Lorsque des baux font l'objet d'un apport en société, les congés délivrés aux seuls preneurs ne peuvent avoir d'effet à l'égard de la société bénéficiaire de cet apport, seule titulaire, à laquelle ces congés sont inopposables. Tel est l'enseignement d'un arrêt de la troisième chambre civile de la Cour de cassation rendu le 11 février 2016 (Cass. civ. 3, 11 février 2016, n° 13-11.685, FS-P+B
N° Lexbase : A0293PLG). En l'espèce, une SCI avait donné à bail aux époux F., deux baux à ferme de neuf et dix huit ans, portant sur diverses parcelles de terre et des bâtiments. En octobre 2007, la société a délivré aux époux F. un congé fondé sur leur âge, auquel les preneurs ont opposé l'apport des baux à la société G. en 2008. Ils soutenaient y avoir été autorisés, par le bailleur, dans le cadre d'un acte sous-seing privé du 9 octobre 1999. La SCI avait alors saisi le tribunal paritaire des baux ruraux en validité des congés, auxquels les époux avaient alors opposé la nullité. Pour dire l'acte d'apport des baux inopposable à la SCI bailleresse, la première cour d'appel avait retenu que cet acte n'avait pas été signifié à la date de délivrance des congés et que si le fermier jouissait de l'ensemble de ses droits jusqu'à la fin du bail, l'apport des baux ne pouvait valablement intervenir après cette date. L'affaire avait été une première fois jugée par la troisième chambre civile de la Cour de cassation, laquelle avait retenu que la qualité du bénéficiaire du congé s'apprécie à la date d'effet de l'acte et non à la date de délivrance. Il appartenait aux juges du fond de rechercher si, à la date d'effet des congés, ces apports étaient régulièrement intervenus et s'ils étaient opposables à la bailleresse (Cass. civ. 3, 9 novembre 2011, n° 10-20.971, FS-P+B
N° Lexbase : A8912HZ4).

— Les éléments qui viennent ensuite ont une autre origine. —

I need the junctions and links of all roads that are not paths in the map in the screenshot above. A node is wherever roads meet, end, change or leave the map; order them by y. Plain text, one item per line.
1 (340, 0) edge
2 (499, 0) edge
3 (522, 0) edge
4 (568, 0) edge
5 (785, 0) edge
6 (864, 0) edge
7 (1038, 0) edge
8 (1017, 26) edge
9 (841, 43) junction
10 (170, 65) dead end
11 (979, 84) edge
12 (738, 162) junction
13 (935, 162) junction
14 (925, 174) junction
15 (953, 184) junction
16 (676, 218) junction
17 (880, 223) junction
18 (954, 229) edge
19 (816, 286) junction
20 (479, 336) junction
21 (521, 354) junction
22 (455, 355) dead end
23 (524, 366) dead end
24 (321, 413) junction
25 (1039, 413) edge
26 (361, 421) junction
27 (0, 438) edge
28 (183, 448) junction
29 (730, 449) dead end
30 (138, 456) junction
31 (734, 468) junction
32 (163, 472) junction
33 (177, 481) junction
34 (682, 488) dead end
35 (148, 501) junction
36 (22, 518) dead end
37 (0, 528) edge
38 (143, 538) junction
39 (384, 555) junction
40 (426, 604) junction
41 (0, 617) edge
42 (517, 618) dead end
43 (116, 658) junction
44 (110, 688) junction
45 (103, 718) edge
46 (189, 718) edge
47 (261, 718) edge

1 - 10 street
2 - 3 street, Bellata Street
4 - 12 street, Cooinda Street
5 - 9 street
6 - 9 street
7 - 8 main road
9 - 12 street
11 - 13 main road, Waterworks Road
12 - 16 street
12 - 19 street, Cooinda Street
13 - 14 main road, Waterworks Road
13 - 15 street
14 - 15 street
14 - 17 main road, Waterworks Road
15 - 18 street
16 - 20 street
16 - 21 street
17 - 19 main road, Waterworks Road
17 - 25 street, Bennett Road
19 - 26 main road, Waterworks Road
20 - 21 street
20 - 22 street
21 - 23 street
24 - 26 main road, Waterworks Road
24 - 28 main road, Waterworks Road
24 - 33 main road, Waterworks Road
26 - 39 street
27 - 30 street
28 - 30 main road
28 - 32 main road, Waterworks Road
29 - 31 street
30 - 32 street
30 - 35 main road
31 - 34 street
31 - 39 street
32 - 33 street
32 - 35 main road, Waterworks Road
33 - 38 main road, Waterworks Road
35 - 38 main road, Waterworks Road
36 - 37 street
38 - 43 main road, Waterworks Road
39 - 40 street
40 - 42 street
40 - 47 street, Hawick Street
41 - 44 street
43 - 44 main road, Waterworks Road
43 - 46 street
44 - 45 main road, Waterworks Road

La cour d'appel de renvoi, pour dire que les congés délivrés étaient dépourvus d'effet et inopposables à la société G., seule titulaire des baux concernés, a retenu qu'il n'aurait existé aucune exception à la portée de la nullité édictée pour réprimer l'omission de la référence dans le congé délivré à la faculté de cession au profit du partenaire avec lequel le preneur évincé est lié par un pacte civil de solidarité ; et que le congé aurait été entaché de nullité dès lors qu'il ne reproduisait pas la mention relative à la faculté de cession au profit du partenaire avec lequel le preneur évincé est lié par un pacte civil de solidarité. Arguant de ce que le congé donné par le bailleur est assimilé à un acte de procédure dont la nullité ne peut être prononcée, en cas d'omission de l'une des mentions prescrites à peine de nullité par la loi, que si celle-ci cause un grief à celui qui s'en prévaut, la SCI avait alors formé un pourvoi en cassation. La Cour régulatrice, énonçant la solution précitée, rejette le pourvoi de la SCI au motif que celle-ci n'était pas recevable, faute d'intérêt, à critiquer l'arrêt en ce qu'il a accueilli la demande des époux F. en contestation du congé.